You'd like to get compression closer to PPM but keep the better speed of blocksort. Generally as you play with blocksort to try to get
closer to PPM, you also become slower than PPM, but never get as good compression, so it's totally pointless. Anyhoo.

The idea is just to try to do the Blocksort without MTF. If you just look back at the previous symbols in the post-sort stream, those are the symbols predicted by your current context. You can almost recreate your context by looking backwards and looking for an inflection point where the local statistics rapidly change. Once you have that you have a local context and you can do "PPM". Obviously you can't do that exactly but maybe you can get close.

One bad thing about the MTF is that it keeps the tail ordering around too much. That is, the ordering of symbols past #16 or so is pretty much junk. You really want to just use the MTF to code the first 16 or 32 symbols, and then after that send an escape and code the remainder with their order-0 statistics, which doesn't change. When you transition from one major context group to another, you basically want to throw away your whole MTF order and restart with the order-0 order.

My basic idea is to use the power of "SE" (Secondary Estimation). It goes like this :

As you scan over the post-sort blocksort symbols, track the count of the last 8 symbols in one table using a sliding window, in another table track the last 16, in another the last 32, etc. (this is very fast with a sliding window update) To code the current symbol, you code from the last-8 , if its not there you escape and code from the last-16, etc. (with exclusion of course) To code from the last-8 you do NOT just the counts.

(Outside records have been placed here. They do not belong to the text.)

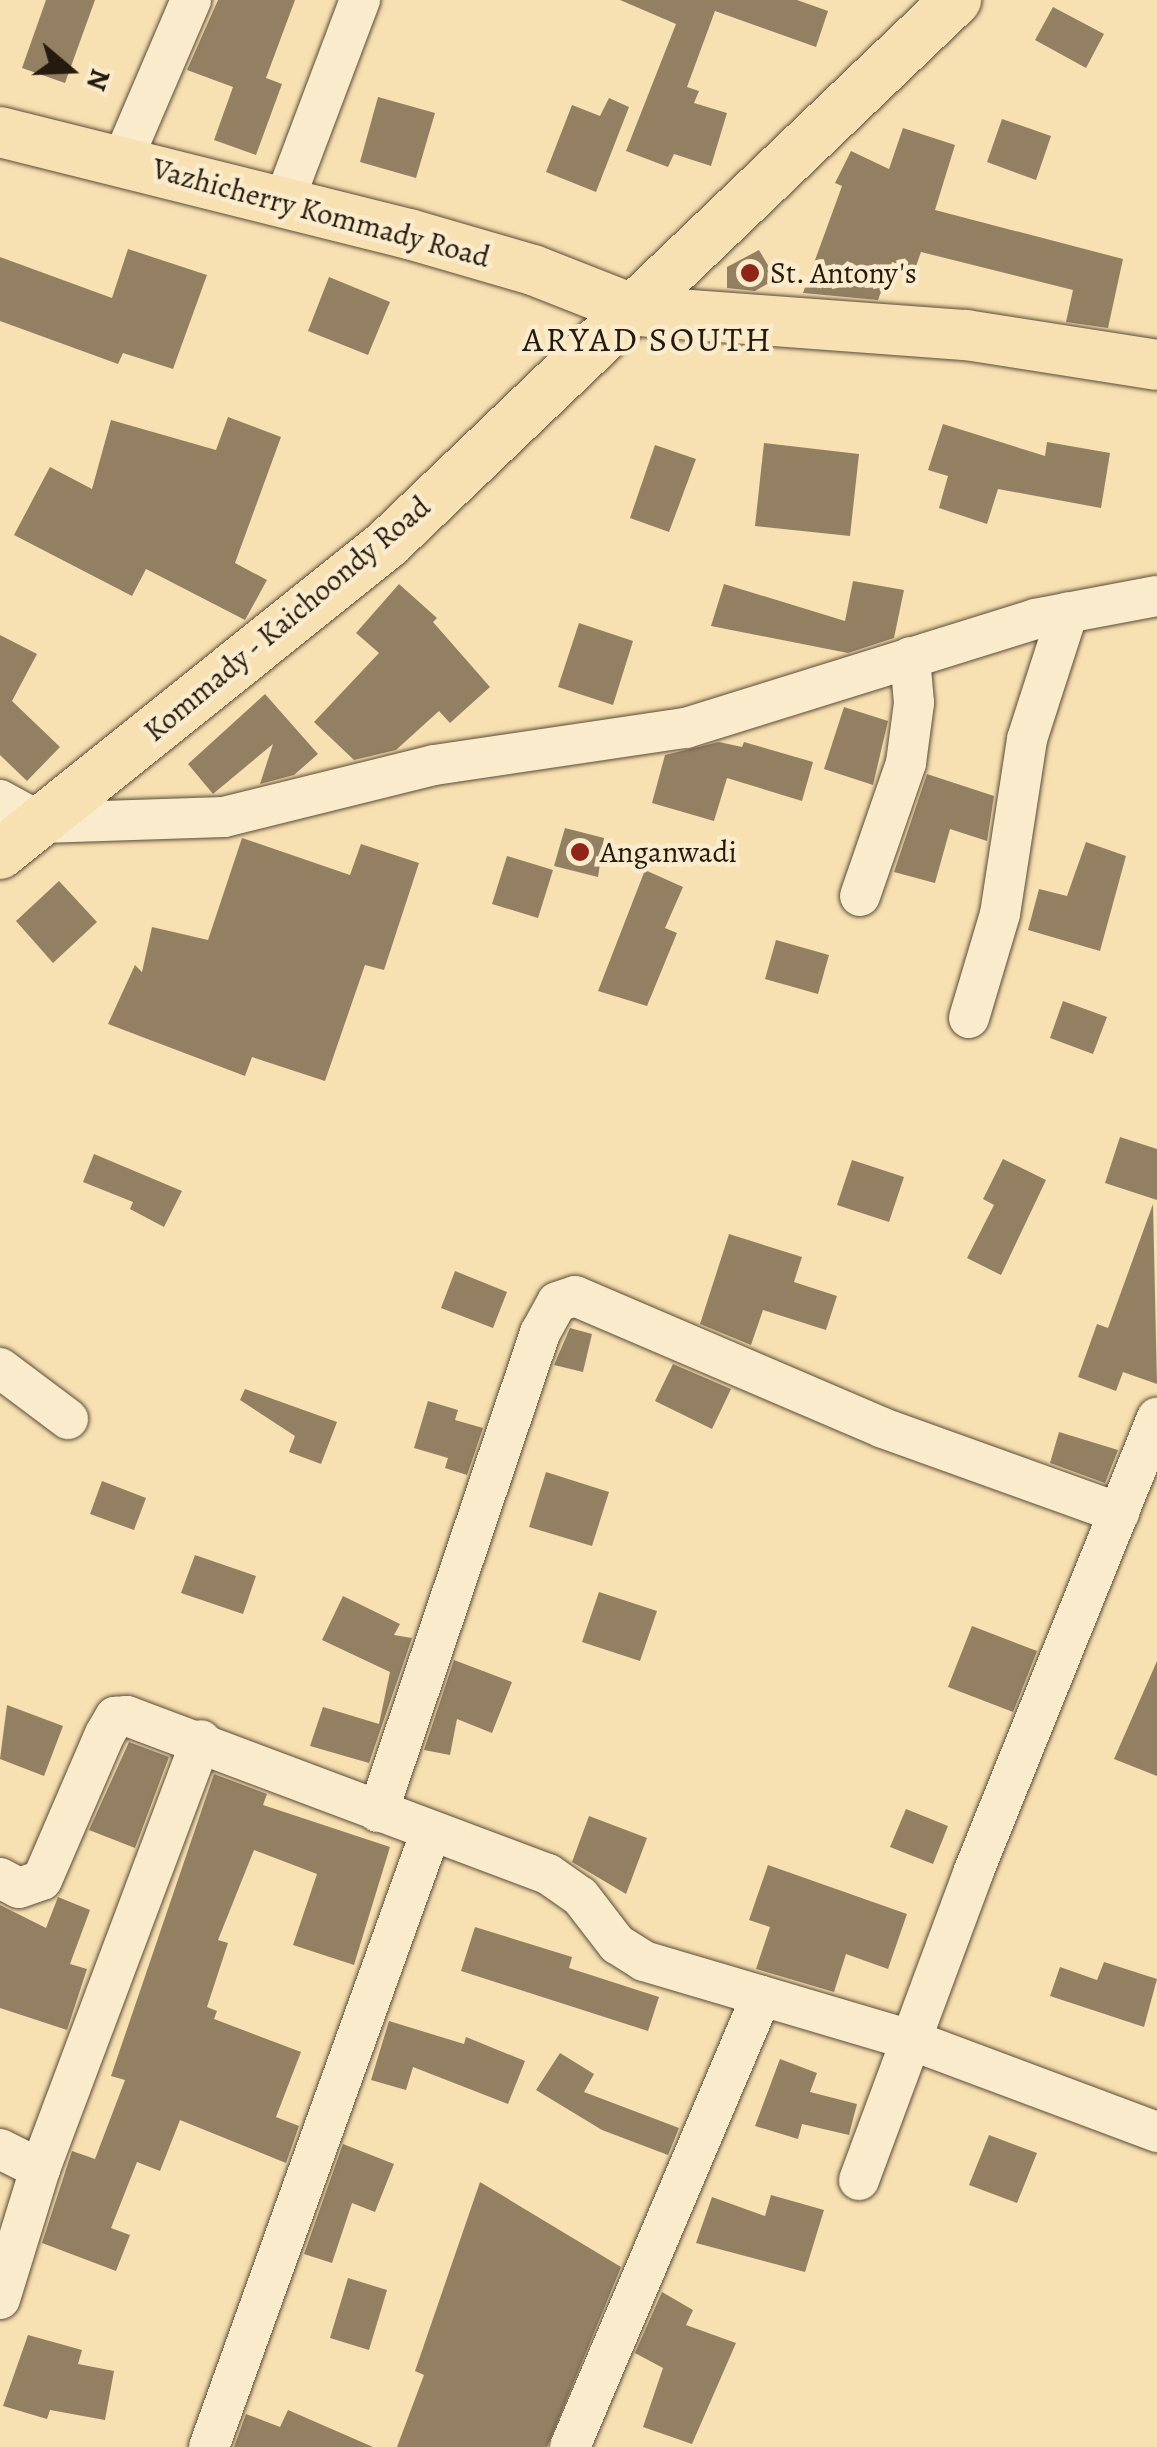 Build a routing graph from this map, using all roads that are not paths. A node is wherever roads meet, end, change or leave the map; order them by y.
1 (191, 0) edge
2 (360, 0) edge
3 (956, 0) edge
4 (0, 132) edge
5 (122, 161) junction
6 (284, 200) junction
7 (638, 310) junction
8 (1157, 365) edge
9 (1157, 596) edge
10 (1068, 612) junction
11 (910, 657) junction
12 (21, 812) edge
13 (0, 854) edge
14 (860, 896) dead end
15 (969, 1018) dead end
16 (0, 1368) edge
17 (1157, 1418) edge
18 (68, 1419) dead end
19 (1119, 1514) junction
20 (200, 1740) junction
21 (378, 1812) junction
22 (431, 1831) junction
23 (0, 1878) edge
24 (761, 1996) junction
25 (911, 2040) junction
26 (1157, 2132) edge
27 (0, 2149) edge
28 (40, 2169) junction
29 (859, 2180) dead end
30 (0, 2299) edge
31 (209, 2447) edge
32 (570, 2447) edge

1 - 5 street
2 - 6 street
3 - 7 main road, Kommady - Kaichoondy Road
4 - 5 main road, Vazhicherry Kommady Road
5 - 6 main road, Vazhicherry Kommady Road
6 - 7 main road, Vazhicherry Kommady Road
7 - 8 main road, Vazhicherry Kommady Road
7 - 12 main road, Kommady - Kaichoondy Road
9 - 10 street
10 - 11 street
10 - 15 street
11 - 12 street
11 - 14 street
12 - 13 main road, Kommady - Kaichoondy Road
16 - 18 street
17 - 19 street
19 - 21 street
19 - 25 street
20 - 21 street
20 - 23 street
20 - 28 street
21 - 22 street
22 - 24 street
22 - 31 street
24 - 25 street
24 - 32 street
25 - 26 street
25 - 29 street
27 - 28 street
28 - 30 street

Instead you use Secondary Estimation using the Markov *state* information of where the symbols were seen. That's basically the 64-bit word of what the last 8 symbols were. Obviously 64-bits is too big to use in an SE table, but you can almost always pack that down. if there was only 1 char in the last 8 -> that's one table entry if there were 2 chars, then it's a binary pattern, and you know how many chars of each which gives you a permutation index. eg. one char was seen 7 times, one char was seen 1 time, so you have 00000001 = 0 00000010 = 1 00000100 = 2 ... it's obvious from those that they should have very different prediction characteristics, eg. 10000000 should predict the 0 very strongly and have a tiny tiny weight for the 1, while 00000001 should have a decent weight on the 1 since it might be the beginning of a context transition, while 01010101 is actually clearly an alternating state and should strongly predict a 0 (though the adaptive SE will tell us if this is a fluke or not) and 00101101 should basicaly predict 50/50, it says we're in a context where 0 and 1 are both likely.Once you get more than something like 4 different chars in the last 8 you stop doing this so carefully and just use something more like a plain order-0 coder because the number of permutations gets too large for the SE to have good statistics. But 2 and 3 chars in the last 8 is the most important case, as we know from PPM most of our compression comes from the very deterministic contexts.